Looking for the best dad jokes of all time? You’ve found the ultimate collection of the funniest, most legendary dad jokes that have stood the test of time! From timeless one-liners to groan-worthy punchlines, these jokes are sure to get the best reactions every time. Perfect for any occasion, these best dad jokes of all time will make you the life of the party, whether you’re sharing them with friends, family, or co-workers. Explore our top-rated dad jokes and discover why they’ve remained favorites for so long!

Apparently, Marx was right about religion being the opiate of the masses. I just heard someone on the radio talking about mainlining Protestant churches.

I heard you like tree puns... Willow Yule please tell me what kind Juniper Fir?

They won't be serving beer for the rest of the year at Chicago Cubs baseball games. They lost the opener.

Q: What is the burning question on the mind of every dyslexic existentialist? A: "Is there a dog?"

A century ago, two brothers decided it was possible to fly. And as you can see, they were Wright.

Why didn't the vampire attack Taylor Swift? She had bad blood.

Dad, can you put the cat out? I didn't know it was on fire.

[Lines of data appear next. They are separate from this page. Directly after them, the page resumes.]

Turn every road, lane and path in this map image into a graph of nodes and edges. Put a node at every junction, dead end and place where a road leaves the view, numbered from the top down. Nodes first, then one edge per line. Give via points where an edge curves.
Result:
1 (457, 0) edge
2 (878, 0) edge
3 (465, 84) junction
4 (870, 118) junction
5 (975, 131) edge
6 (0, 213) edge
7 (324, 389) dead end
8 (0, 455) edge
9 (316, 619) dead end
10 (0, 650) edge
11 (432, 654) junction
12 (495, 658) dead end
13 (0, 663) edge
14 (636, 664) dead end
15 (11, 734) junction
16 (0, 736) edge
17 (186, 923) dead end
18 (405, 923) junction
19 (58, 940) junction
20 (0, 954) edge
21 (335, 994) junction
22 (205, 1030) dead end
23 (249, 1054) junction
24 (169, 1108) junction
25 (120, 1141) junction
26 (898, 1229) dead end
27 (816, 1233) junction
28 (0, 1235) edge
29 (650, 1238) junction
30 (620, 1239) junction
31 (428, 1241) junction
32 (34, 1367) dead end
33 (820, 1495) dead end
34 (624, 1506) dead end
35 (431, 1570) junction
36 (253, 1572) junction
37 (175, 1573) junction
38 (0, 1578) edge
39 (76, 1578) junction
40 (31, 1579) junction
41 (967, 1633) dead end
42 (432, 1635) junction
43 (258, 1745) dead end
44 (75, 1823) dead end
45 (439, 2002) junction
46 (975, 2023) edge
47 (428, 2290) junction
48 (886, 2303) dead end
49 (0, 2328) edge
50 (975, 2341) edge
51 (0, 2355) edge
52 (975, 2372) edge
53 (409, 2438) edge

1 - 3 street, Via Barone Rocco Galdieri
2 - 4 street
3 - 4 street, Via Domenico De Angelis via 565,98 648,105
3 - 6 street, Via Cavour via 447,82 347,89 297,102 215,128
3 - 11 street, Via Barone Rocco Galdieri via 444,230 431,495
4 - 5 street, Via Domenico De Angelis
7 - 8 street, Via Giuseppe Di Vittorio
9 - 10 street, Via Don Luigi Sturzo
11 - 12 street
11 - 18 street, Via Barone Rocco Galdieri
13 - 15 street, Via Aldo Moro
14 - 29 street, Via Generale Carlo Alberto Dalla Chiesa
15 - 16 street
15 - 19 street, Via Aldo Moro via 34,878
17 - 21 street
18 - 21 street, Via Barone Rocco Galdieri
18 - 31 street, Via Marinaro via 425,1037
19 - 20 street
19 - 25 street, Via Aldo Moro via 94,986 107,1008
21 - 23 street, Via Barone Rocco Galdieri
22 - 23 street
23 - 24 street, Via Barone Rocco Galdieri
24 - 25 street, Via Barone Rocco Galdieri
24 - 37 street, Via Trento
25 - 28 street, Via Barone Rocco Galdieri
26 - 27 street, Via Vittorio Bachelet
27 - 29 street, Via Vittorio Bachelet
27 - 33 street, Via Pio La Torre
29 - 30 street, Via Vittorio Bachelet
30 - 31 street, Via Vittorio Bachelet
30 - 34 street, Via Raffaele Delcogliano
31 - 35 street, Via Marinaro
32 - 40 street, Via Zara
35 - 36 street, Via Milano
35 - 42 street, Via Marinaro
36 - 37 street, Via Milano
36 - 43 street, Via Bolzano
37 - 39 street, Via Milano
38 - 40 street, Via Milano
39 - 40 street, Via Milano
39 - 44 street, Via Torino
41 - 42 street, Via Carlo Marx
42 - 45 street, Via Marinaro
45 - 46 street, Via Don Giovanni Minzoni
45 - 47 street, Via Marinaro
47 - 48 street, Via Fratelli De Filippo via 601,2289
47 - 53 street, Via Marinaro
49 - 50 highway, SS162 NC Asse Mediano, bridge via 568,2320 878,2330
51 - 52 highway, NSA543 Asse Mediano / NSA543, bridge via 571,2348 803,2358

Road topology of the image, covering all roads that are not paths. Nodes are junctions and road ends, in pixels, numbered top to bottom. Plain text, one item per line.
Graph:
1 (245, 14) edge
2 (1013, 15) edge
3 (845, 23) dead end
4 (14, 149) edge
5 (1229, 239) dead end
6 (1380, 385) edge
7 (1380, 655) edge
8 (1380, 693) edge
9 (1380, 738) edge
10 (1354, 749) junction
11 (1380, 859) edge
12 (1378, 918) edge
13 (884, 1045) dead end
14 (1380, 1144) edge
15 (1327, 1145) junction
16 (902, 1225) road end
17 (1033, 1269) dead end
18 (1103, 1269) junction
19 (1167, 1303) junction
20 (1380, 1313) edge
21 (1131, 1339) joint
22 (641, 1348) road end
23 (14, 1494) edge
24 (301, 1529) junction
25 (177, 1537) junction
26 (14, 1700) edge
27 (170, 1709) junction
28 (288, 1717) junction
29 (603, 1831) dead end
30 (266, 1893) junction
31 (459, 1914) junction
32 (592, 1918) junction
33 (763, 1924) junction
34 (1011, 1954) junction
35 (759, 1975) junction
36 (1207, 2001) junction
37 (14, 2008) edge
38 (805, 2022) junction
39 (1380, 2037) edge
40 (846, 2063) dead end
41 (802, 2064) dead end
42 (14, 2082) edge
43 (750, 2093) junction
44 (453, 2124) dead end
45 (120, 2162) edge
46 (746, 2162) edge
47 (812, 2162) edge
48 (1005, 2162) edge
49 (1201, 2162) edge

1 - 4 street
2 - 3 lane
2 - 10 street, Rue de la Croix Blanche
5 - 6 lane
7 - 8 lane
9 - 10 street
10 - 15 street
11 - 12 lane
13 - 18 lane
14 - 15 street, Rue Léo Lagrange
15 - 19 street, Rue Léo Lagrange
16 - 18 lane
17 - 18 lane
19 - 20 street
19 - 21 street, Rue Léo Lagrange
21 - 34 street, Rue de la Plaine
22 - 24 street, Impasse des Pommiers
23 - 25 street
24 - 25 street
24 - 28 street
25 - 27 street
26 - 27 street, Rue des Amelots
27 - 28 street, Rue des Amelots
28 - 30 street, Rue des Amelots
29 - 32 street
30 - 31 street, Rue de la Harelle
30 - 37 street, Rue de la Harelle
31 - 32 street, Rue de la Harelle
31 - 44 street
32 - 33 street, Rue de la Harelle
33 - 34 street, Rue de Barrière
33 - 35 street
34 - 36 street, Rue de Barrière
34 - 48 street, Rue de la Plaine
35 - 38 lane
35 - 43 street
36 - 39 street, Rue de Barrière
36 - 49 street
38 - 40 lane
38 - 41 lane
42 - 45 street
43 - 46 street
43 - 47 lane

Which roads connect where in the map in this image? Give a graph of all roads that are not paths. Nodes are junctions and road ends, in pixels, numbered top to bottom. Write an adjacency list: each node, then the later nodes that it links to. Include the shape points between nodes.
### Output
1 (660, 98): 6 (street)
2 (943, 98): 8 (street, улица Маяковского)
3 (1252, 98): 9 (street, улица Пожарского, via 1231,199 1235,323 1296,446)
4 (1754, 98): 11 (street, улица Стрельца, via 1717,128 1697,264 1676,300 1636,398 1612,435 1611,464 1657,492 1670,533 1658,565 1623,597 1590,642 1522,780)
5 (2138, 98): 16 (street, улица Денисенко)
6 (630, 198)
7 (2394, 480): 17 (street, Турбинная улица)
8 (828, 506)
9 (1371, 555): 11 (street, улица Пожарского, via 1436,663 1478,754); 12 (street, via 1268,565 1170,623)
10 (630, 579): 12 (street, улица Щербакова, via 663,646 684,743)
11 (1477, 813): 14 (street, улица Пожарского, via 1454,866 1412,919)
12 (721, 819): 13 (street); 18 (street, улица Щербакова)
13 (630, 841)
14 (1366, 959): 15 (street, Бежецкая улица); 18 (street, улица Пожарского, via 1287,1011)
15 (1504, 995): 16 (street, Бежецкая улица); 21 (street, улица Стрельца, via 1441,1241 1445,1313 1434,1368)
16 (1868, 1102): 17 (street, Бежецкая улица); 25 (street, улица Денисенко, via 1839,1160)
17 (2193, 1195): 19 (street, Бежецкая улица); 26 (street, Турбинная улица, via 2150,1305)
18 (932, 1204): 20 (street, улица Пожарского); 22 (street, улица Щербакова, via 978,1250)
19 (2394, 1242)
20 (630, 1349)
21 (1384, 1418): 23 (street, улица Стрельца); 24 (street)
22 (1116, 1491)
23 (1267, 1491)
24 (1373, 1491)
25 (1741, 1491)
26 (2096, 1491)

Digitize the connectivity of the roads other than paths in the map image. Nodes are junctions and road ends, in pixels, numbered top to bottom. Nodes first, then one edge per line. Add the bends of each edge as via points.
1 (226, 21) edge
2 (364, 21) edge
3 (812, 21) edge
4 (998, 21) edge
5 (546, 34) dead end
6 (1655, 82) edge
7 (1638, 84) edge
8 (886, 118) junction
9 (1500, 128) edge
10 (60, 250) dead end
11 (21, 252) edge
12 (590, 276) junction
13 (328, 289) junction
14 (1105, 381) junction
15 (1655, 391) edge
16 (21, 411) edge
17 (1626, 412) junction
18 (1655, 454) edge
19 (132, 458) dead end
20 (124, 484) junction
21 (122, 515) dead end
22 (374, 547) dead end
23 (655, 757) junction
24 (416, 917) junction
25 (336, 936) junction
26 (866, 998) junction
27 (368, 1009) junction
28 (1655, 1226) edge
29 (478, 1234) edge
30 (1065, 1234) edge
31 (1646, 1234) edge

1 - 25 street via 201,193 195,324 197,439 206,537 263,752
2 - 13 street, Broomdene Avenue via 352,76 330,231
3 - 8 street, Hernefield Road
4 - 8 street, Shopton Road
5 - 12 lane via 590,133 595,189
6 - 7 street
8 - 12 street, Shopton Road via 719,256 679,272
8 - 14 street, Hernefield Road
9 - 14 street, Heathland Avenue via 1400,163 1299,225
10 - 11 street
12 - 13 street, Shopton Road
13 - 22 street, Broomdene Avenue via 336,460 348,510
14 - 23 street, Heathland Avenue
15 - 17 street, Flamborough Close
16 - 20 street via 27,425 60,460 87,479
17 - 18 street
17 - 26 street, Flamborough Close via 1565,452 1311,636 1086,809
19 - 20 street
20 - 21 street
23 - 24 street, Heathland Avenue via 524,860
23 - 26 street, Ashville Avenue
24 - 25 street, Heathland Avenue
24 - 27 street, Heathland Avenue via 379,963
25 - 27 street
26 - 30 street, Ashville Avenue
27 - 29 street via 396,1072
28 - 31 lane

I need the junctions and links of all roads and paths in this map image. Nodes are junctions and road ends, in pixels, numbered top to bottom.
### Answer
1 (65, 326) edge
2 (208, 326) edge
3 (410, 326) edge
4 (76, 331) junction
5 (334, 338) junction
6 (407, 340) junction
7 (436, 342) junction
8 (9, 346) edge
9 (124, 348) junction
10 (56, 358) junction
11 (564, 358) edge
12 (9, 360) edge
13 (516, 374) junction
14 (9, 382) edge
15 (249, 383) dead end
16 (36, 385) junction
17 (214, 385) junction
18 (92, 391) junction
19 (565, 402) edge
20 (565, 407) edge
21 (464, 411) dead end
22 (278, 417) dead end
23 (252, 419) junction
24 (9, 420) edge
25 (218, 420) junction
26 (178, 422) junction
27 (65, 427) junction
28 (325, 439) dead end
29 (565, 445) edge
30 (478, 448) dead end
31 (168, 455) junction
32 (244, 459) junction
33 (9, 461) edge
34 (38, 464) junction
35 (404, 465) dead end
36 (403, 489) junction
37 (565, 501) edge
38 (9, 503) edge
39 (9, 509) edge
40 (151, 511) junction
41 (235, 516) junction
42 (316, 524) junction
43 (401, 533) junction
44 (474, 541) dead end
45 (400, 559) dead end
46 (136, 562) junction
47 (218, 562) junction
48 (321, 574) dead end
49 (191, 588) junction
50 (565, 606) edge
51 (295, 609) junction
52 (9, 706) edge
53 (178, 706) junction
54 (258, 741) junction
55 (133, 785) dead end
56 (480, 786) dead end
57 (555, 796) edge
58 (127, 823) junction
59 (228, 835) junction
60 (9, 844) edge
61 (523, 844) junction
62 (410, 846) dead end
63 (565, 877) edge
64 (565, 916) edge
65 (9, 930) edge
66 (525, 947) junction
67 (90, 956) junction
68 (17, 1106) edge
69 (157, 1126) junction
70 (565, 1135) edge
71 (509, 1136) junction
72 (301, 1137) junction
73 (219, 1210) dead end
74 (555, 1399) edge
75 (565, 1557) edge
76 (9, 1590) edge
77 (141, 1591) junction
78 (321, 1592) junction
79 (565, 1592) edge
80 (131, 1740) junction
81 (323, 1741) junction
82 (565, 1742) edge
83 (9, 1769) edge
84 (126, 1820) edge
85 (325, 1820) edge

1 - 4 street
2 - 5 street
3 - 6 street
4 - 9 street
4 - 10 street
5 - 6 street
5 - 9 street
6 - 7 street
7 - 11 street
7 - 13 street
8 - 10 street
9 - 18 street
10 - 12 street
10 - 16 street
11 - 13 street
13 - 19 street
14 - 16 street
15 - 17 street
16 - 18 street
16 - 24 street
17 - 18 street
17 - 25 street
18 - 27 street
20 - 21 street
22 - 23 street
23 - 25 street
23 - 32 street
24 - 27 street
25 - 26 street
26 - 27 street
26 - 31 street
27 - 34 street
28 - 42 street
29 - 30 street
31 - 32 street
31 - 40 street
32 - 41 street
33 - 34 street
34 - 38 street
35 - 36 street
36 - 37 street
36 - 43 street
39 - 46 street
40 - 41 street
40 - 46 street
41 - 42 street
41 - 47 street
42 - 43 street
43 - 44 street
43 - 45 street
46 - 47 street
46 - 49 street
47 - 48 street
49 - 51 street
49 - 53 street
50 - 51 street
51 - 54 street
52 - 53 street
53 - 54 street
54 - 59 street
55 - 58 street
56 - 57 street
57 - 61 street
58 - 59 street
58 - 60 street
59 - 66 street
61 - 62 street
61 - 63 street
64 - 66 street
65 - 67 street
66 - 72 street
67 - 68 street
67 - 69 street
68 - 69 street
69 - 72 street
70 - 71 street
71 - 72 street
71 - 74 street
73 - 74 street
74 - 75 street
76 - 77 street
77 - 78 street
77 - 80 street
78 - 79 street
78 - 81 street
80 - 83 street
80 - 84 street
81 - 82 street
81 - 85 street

My wife gave me an ultimatum: Her or my addiction to sweets. The decision was a piece of cake.

I’m addicted to collecting vintage Beatles albums. I need Help.

What brand of underwear do scientists wear? Kelvin Klein.

My friend claims he glued himself to his autobiography. I don't believe him, but that's his story and he's sticking to it.

I'm Buzz Aldrin, second man to step on the moon. Neil before me.

I'm reading a book about anti-gravity. It's impossible to put down!

Why didn't the vampire attack Taylor Swift? She had bad blood.

Why did the golfer bring two pairs of pants? Just in case he got a hole in one.